At the tender age of 16 years old, Charlot Mayagi became a mother in the bustling confines of Mukuru Kwa Njenga, a large slum in Nairobi, Kenya. When her daughter, just 2 years old, experienced a severe burn caused by a traditional cooking stove, it served as an unexpected catalyst that awakened Charlot to the serious health and environmental risks associated with the conventional cooking methods in her home. Charlot embarked on a passionate mission to bring about a direct and positive impact on the lives of her community members. She achieved this by ingeniously repurposing local waste metal into clean and dependable cookstoves. Furthermore, Charlot was steadfast in her commitment to uplift the women in her community, involving them in different aspects of the initiative, such as distribution, marketing, and advocacy for increased awareness regarding the detrimental effects of toxic household air pollution. As I complete further research on Mukuru Clean Stoves, I grow more fond of the face behind the organization. I aspire to emulate Charlot Mayagi’s level of dedication, compassion, and genuine concern for the social issues that affect her community and beyond, which she continues to exemplify unwaveringly. I am happy to be a part of an organization that chooses to uplift entrepreneurs who possess the courage to tackle social issues head-on.

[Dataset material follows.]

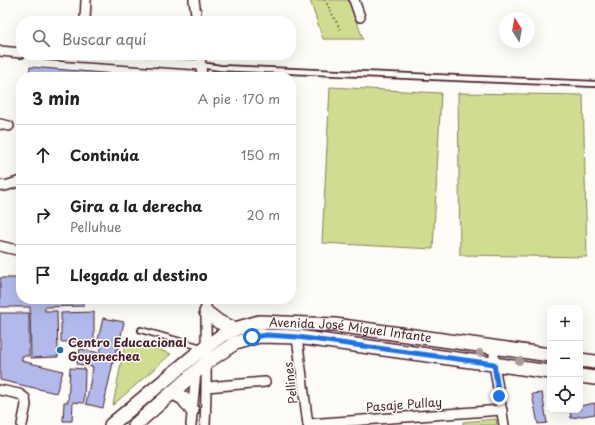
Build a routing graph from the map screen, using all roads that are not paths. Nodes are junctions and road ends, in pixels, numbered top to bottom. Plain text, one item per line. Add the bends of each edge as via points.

“The In-Residence and general Miller Center program has been instrumental in enabling Mukuru to access more investors. The most important part of it was the opportunity to pitch to mock and real investors in person: 2 intense hours that allowed me to do a proper X-ray of my business and identify the aspects that need improvement. I left ready to open my next funding round and confident that I would be able to close it in record time.” —Charlot Mayagi, Founder & CEO, Mukuru Clean Stoves
When I embarked on the 2,000-mile trek from my hometown to Santa Clara, I had no expectations of encountering the kind of inclusive and supportive community that awaited me here. My prior perception of Silicon Valley was that it predominantly favored affluent white males, but my experience has since altered that preconceived notion. Having Miller Center right on campus, an organization that actively accelerates social entrepreneurs with notable causes, has provided me with a valuable gateway to learning more about social entrepreneurship. I am fortunate to be able to attend a school like Santa Clara University and to be a part of Miller Center, as I can help give back to communities that are striving to provide the same support and opportunities that I have been privileged to receive.